Rembourser ses dettes, c’est un peu comme mourir. On essaie de repousser l’échéance aussi longtemps que possible… mais le crédit éternel n’existe pas.
La semaine dernière, on apprenait que le constructeur de yachts Hinckley, basé dans le Maine et en activité depuis 1928, est en train de couler. Le problème n’est ni technique ni opérationnel. Il est philosophique. Personne ne se plaint de la qualité des bateaux. Ni même des prix (au cas où vous vous poseriez la question : ils sont exorbitants). Jusqu’en 1997, la société naviguait allègrement. Puis les grands pontes du private equity ont pris la barre. Le clan Hinckley, qui gérait la boutique depuis des décennies, considérait la dette comme une bouteille de whisky. Une petite goutte de temps en temps ne fait pas de mal. En plus grande quantité, cela peut vous envoyer par le fond. Durant leurs 70 années de gestion, les Hinckley n’avaient accumulé qu’un million de dollars de dettes. Mais les nouveaux propriétaires étaient dipsomanes ; ils ont multiplié cette somme par 20 ou 40 (les chiffres exacts ne sont pas disponibles).
Pendant longtemps, on a traité le non-remboursement des dettes comme un crime et non comme une simple rupture de contrat. Les gens qui ne remboursaient pas leurs créanciers à temps étaient considérés comme des voleurs ; on les mettait en prison. Au Moyen Age, les enfants d’un débiteur décédé pouvaient eux aussi être envoyés au cachot. A présent, les lois qui encadrent les faillites permettent aux individus comme aux entreprises d’entrer en cure de désintoxication. Ils peuvent ensuite arnaquer une nouvelle fois leurs créditeurs. Ni péché, ni crime, la dette n’est plus qu’un coût de fonctionnement.

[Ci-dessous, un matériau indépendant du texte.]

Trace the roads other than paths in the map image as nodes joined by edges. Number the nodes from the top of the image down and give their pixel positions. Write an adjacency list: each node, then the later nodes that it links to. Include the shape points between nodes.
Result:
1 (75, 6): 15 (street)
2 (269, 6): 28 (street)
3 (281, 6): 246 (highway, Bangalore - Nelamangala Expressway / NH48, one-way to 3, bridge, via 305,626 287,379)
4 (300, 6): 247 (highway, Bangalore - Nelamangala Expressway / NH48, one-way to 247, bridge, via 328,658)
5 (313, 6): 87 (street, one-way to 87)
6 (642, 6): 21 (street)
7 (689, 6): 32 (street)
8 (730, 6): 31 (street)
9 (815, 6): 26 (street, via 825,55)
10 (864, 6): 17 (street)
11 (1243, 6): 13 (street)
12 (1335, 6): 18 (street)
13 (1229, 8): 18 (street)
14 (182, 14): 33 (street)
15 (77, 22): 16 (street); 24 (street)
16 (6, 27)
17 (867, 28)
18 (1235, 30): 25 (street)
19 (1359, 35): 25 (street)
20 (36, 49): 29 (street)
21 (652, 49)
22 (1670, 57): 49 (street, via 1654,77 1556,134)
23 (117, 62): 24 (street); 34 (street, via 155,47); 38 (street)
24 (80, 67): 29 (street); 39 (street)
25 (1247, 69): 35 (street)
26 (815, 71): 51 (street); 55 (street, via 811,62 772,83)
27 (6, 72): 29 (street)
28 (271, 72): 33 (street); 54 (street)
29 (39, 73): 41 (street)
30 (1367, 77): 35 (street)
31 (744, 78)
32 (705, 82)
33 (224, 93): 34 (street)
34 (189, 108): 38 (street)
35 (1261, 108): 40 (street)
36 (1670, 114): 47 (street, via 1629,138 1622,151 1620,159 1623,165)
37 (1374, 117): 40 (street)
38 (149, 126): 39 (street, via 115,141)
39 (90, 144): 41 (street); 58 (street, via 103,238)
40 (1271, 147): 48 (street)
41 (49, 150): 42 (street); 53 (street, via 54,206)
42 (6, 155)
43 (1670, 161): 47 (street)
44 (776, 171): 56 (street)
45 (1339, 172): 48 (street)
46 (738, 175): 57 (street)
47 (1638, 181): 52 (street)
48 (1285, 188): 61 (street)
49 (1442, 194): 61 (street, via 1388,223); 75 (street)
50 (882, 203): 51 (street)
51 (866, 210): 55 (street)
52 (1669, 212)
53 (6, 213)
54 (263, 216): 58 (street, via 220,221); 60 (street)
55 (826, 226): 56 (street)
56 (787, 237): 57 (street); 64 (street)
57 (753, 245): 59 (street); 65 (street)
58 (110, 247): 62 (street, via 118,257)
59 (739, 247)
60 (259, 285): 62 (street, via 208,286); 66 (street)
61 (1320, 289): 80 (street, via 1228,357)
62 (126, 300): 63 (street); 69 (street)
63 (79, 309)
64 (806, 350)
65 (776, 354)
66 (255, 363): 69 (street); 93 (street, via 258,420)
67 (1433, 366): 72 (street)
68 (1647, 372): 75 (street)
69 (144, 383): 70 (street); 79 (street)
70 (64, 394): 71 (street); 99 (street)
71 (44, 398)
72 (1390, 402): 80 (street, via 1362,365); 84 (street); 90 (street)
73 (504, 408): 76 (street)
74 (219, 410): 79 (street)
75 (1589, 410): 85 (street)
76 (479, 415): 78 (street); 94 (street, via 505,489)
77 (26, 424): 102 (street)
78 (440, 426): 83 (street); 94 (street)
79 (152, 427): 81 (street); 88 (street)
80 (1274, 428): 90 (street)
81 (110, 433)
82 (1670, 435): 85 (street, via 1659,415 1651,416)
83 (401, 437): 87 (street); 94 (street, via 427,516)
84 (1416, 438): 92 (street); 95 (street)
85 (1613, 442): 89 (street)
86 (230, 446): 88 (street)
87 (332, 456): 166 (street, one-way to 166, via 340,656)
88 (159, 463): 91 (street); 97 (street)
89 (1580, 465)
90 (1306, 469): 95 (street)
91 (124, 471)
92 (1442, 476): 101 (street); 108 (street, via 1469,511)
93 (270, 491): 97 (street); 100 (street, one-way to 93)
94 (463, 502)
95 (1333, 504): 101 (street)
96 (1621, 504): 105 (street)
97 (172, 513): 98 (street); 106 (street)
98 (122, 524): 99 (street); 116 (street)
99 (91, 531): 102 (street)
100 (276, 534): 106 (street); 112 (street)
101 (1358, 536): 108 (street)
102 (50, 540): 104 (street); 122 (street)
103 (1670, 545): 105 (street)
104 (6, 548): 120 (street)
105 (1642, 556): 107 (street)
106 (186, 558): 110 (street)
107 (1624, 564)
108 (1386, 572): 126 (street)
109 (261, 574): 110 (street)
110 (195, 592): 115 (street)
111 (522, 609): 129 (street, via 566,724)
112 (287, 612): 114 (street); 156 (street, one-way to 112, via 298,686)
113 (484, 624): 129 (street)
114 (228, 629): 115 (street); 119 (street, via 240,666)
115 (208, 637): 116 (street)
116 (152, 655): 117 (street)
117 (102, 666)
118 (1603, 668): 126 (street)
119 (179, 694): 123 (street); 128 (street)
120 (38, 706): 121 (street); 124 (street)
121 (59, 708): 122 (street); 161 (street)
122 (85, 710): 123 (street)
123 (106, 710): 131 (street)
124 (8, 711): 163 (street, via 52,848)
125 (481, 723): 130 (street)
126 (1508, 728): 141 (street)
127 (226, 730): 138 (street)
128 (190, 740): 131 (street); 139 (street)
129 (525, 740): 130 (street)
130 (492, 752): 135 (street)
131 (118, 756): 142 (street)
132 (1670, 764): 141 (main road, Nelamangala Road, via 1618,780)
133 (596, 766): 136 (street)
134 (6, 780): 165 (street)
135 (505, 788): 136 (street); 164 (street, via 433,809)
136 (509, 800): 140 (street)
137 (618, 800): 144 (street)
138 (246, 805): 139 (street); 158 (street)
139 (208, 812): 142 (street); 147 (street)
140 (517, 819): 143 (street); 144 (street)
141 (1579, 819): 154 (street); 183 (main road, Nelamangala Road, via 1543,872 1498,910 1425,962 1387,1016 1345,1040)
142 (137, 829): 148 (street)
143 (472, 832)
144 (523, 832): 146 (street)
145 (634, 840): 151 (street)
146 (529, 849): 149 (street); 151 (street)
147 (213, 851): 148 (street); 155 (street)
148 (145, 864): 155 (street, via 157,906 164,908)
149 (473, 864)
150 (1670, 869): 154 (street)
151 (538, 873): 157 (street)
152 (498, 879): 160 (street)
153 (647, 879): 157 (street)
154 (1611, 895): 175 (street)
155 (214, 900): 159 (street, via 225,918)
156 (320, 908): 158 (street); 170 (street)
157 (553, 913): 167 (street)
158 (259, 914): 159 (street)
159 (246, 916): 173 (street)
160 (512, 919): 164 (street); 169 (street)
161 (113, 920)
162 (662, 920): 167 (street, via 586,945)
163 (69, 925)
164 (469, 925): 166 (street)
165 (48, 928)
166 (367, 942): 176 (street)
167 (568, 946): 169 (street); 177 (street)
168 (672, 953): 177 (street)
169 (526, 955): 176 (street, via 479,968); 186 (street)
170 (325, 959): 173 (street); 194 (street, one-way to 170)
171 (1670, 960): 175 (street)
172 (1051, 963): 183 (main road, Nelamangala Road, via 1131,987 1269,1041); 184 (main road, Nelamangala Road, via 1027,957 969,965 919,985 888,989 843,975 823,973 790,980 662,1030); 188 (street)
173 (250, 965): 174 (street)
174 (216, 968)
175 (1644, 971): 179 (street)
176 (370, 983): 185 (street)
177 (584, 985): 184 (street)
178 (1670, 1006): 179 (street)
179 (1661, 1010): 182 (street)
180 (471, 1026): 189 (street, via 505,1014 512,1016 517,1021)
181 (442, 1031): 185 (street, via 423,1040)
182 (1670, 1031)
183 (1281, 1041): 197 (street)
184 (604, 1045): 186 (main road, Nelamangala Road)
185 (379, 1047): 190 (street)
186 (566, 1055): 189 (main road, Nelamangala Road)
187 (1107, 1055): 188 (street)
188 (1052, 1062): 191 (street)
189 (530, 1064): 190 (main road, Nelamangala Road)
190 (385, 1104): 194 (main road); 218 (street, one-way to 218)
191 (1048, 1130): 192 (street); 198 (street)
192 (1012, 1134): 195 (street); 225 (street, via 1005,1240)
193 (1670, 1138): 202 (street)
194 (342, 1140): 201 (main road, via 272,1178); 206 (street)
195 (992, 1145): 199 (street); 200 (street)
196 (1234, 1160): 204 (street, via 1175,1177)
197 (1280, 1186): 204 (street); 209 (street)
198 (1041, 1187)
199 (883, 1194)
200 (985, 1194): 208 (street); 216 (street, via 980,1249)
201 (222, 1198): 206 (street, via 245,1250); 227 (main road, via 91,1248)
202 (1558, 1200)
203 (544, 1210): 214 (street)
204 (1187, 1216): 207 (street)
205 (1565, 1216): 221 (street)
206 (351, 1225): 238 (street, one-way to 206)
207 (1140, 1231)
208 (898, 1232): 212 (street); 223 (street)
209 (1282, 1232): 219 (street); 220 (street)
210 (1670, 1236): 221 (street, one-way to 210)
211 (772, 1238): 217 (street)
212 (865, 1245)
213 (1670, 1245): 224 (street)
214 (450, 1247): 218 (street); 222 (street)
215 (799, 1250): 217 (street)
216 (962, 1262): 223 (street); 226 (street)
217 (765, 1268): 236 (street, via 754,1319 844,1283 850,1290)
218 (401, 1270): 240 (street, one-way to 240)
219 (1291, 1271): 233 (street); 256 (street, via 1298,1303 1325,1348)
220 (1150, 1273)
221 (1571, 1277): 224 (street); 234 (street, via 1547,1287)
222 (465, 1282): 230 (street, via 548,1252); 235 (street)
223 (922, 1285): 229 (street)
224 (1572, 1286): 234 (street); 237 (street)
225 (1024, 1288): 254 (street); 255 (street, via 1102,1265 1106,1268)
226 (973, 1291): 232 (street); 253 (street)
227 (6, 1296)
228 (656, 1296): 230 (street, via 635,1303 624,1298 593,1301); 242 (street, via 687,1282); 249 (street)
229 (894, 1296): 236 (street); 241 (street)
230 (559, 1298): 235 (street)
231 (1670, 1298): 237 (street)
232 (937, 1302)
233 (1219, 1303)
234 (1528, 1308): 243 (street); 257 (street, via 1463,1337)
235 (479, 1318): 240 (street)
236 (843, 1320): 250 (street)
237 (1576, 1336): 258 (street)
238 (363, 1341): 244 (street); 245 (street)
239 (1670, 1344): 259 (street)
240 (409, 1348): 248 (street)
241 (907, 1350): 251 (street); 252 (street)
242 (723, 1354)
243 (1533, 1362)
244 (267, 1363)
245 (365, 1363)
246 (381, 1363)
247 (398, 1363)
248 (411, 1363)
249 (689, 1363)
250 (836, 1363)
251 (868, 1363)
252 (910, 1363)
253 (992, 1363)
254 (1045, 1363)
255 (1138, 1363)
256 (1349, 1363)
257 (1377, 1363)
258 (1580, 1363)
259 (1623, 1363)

Mais peu de créditeurs sont aussi indulgents — ou négligents — que ceux qui prêtent au gouvernement. Telle est la conclusion d’un nouveau livre de Carmen Reinhart et Kenneth Rogoff, This Time It’s Different ["Cette fois-ci c’est différent", NDLR.]. Les deux professeurs ont étudié huit siècles de "folie financière". Nous connaissions déjà leurs conclusions : les emprunteurs sont souvent perfides, les crises sont généralement insidieuses, et les banquiers sont des benêts.
Il y a cinq ans seulement, Ben Bernanke observait les eaux calmes de l’Ere de la Bulle, qu’il avait baptisée "Grande Modération". Bernanke s’en attribuait tout le mérite. Cette prospérité était due à "des politiques macro-économiques améliorées", affirmait-il. Rétrospectivement, il aurait probablement dû dire que c’était de la chance et s’en tenir là. Ses politiques macro-économiques ont poussé tous les secteurs de l’économie à emprunter. Inutile de rappeler quels ont été les résultats pour Hinckley. Encombré de dettes, trop lourd, le constructeur de yachts lutte pour rester à flot.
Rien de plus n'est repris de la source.